= Task goal =
From the first line to the last, retype the records exactly without their images.

= Available data =
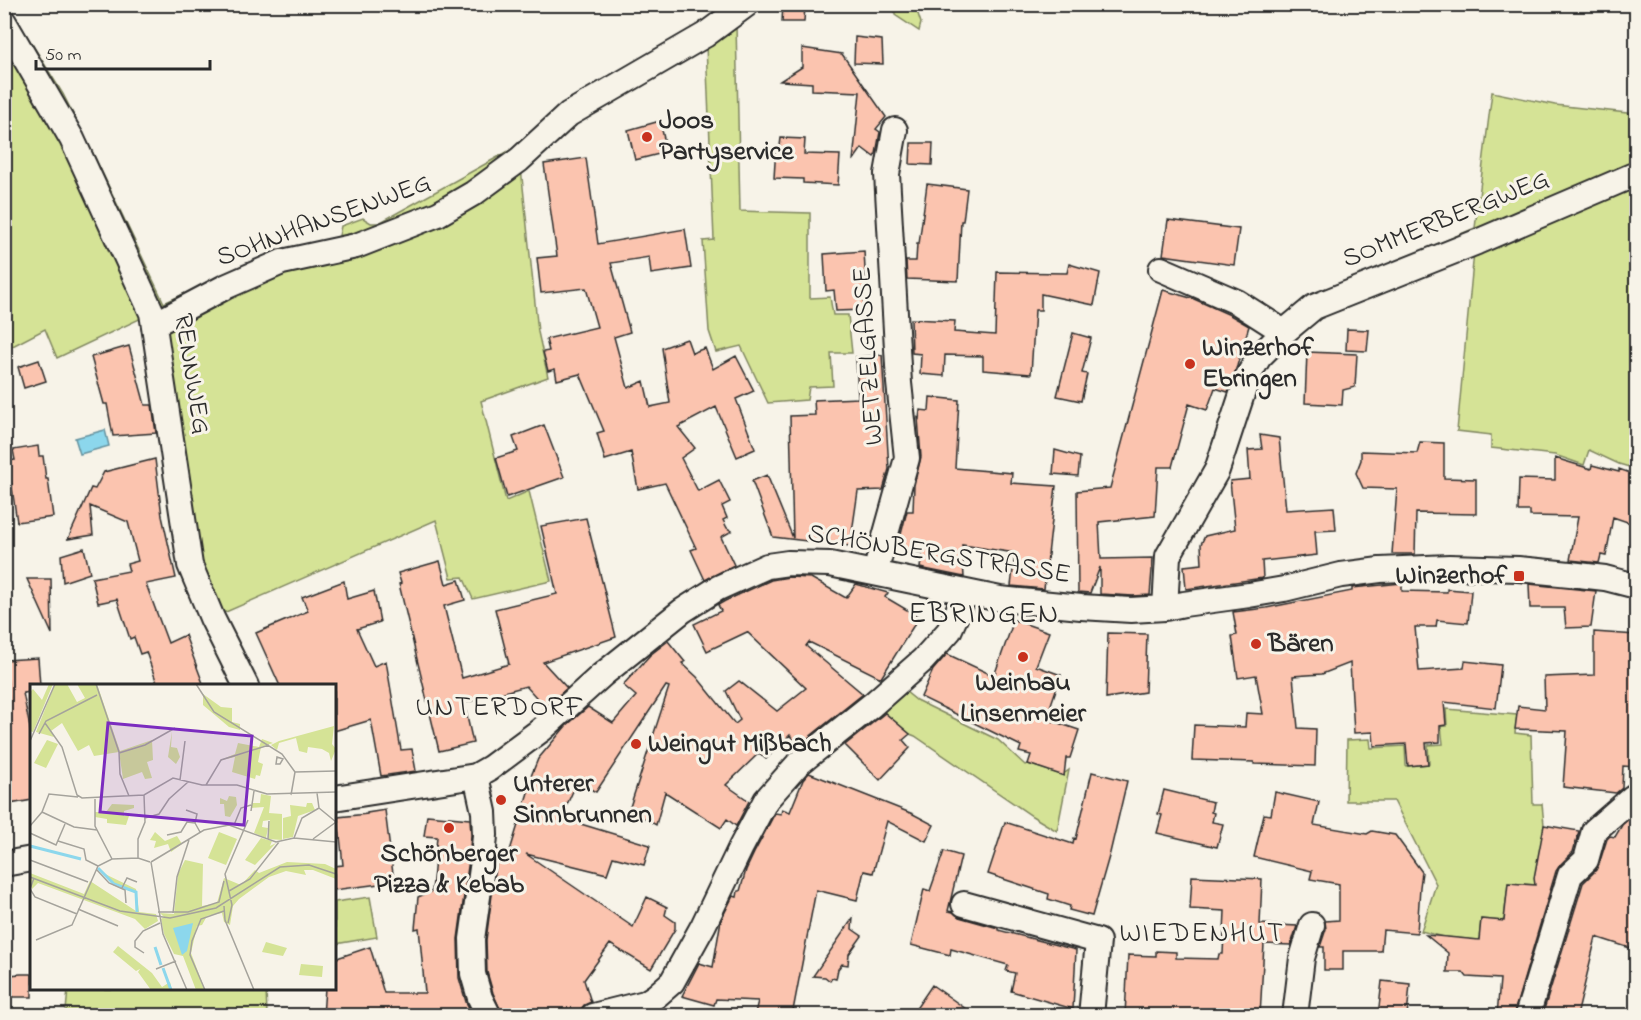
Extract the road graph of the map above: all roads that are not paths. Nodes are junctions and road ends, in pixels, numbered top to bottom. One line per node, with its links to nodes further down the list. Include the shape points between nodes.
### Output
1 (747, 4): 6 (street, SOHNHANSENWEG, via 705,35 569,114 519,160 438,214 356,246 282,262)
2 (4, 22): 6 (street, RENNWEG, via 72,139)
3 (895, 130): 8 (street, WETZELGASSE, via 887,174 907,458)
4 (1636, 174): 7 (street, SOMMERBERGWEG, via 1314,307)
5 (1161, 269): 7 (street, via 1237,302)
6 (155, 324): 12 (street, RENNWEG, via 190,565)
7 (1284, 332): 11 (street, SOMMERBERGWEG, via 1259,357 1248,376 1217,470 1168,556)
8 (875, 573): 10 (street, SCHÖNBERGSTRASSE); 13 (street, SCHÖNBERGSTRASSE, via 831,564 788,563 767,566 718,588 664,623 541,730)
9 (1636, 586): 11 (street, SCHÖNBERGSTRASSE, via 1605,578 1518,569 1380,570)
10 (966, 593): 11 (street, SCHÖNBERGSTRASSE, via 1082,607); 21 (street, via 949,631 923,660 798,764 766,800 672,982 645,1003)
11 (1165, 608)
12 (245, 684)
13 (476, 776): 15 (street, SCHÖNBERGSTRASSE); 20 (street, via 485,835 472,939 473,974)
14 (1636, 797): 24 (street, via 1594,831 1586,860 1570,875)
15 (336, 798)
16 (30, 859): 17 (street)
17 (4, 864)
18 (964, 904): 22 (street, via 1098,941)
19 (1312, 925): 23 (street, via 1302,958)
20 (489, 1016)
21 (593, 1016)
22 (1091, 1016)
23 (1295, 1016)
24 (1527, 1016)

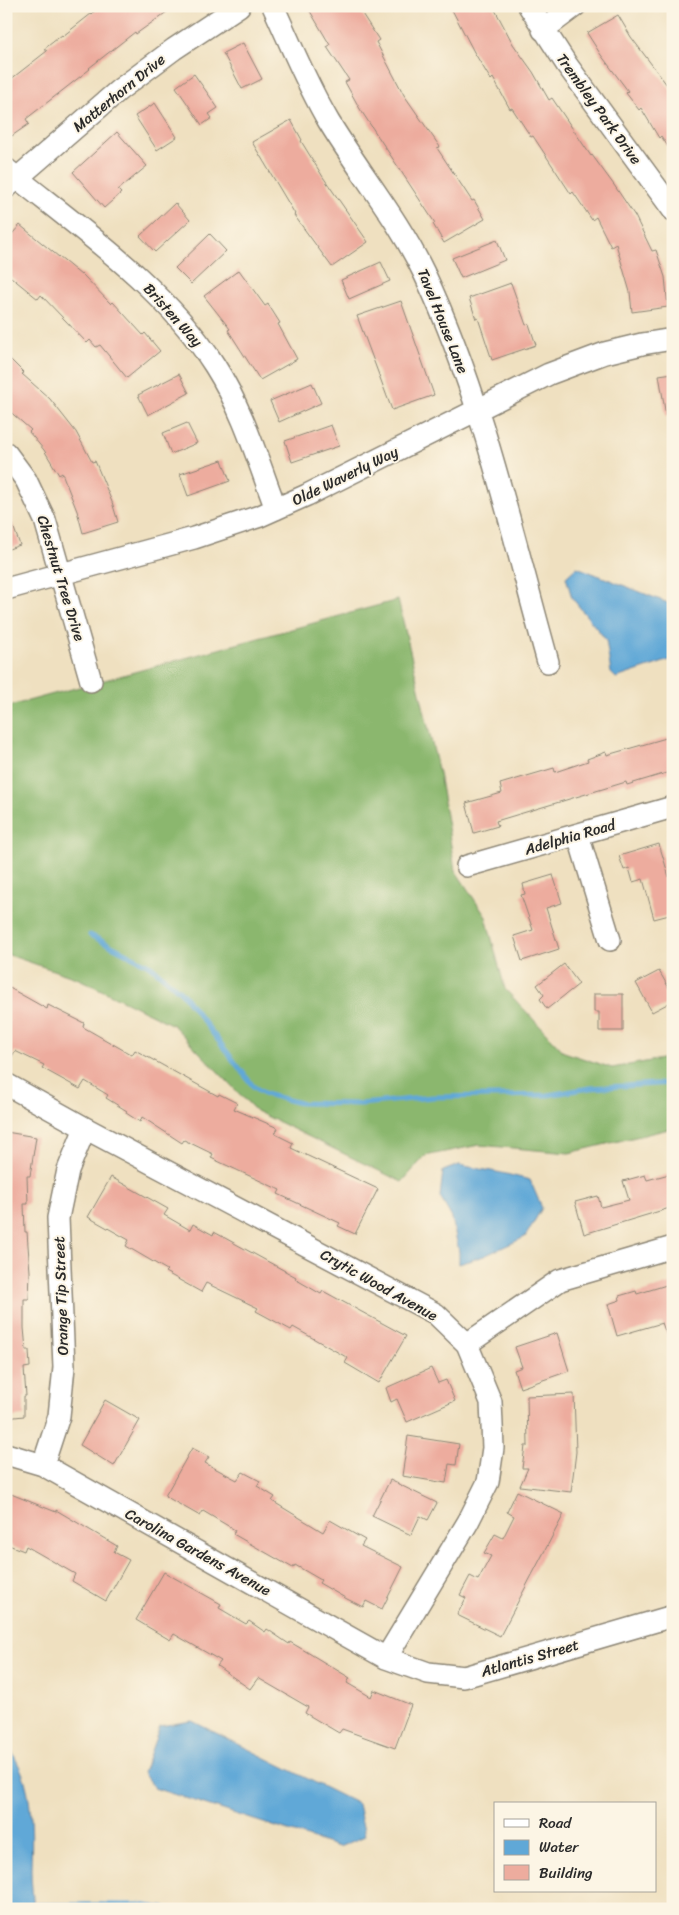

= Answer below =
Extract the road graph of the map above: all roads that are not paths. Nodes are junctions and road ends, in pixels, numbered top to bottom. One line per node, with its links to nodes further down the list. Include the shape points between nodes.
### Output
1 (747, 4): 6 (street, SOHNHANSENWEG, via 705,35 569,114 519,160 438,214 356,246 282,262)
2 (4, 22): 6 (street, RENNWEG, via 72,139)
3 (895, 130): 8 (street, WETZELGASSE, via 887,174 907,458)
4 (1636, 174): 7 (street, SOMMERBERGWEG, via 1314,307)
5 (1161, 269): 7 (street, via 1237,302)
6 (155, 324): 12 (street, RENNWEG, via 190,565)
7 (1284, 332): 11 (street, SOMMERBERGWEG, via 1259,357 1248,376 1217,470 1168,556)
8 (875, 573): 10 (street, SCHÖNBERGSTRASSE); 13 (street, SCHÖNBERGSTRASSE, via 831,564 788,563 767,566 718,588 664,623 541,730)
9 (1636, 586): 11 (street, SCHÖNBERGSTRASSE, via 1605,578 1518,569 1380,570)
10 (966, 593): 11 (street, SCHÖNBERGSTRASSE, via 1082,607); 21 (street, via 949,631 923,660 798,764 766,800 672,982 645,1003)
11 (1165, 608)
12 (245, 684)
13 (476, 776): 15 (street, SCHÖNBERGSTRASSE); 20 (street, via 485,835 472,939 473,974)
14 (1636, 797): 24 (street, via 1594,831 1586,860 1570,875)
15 (336, 798)
16 (30, 859): 17 (street)
17 (4, 864)
18 (964, 904): 22 (street, via 1098,941)
19 (1312, 925): 23 (street, via 1302,958)
20 (489, 1016)
21 (593, 1016)
22 (1091, 1016)
23 (1295, 1016)
24 (1527, 1016)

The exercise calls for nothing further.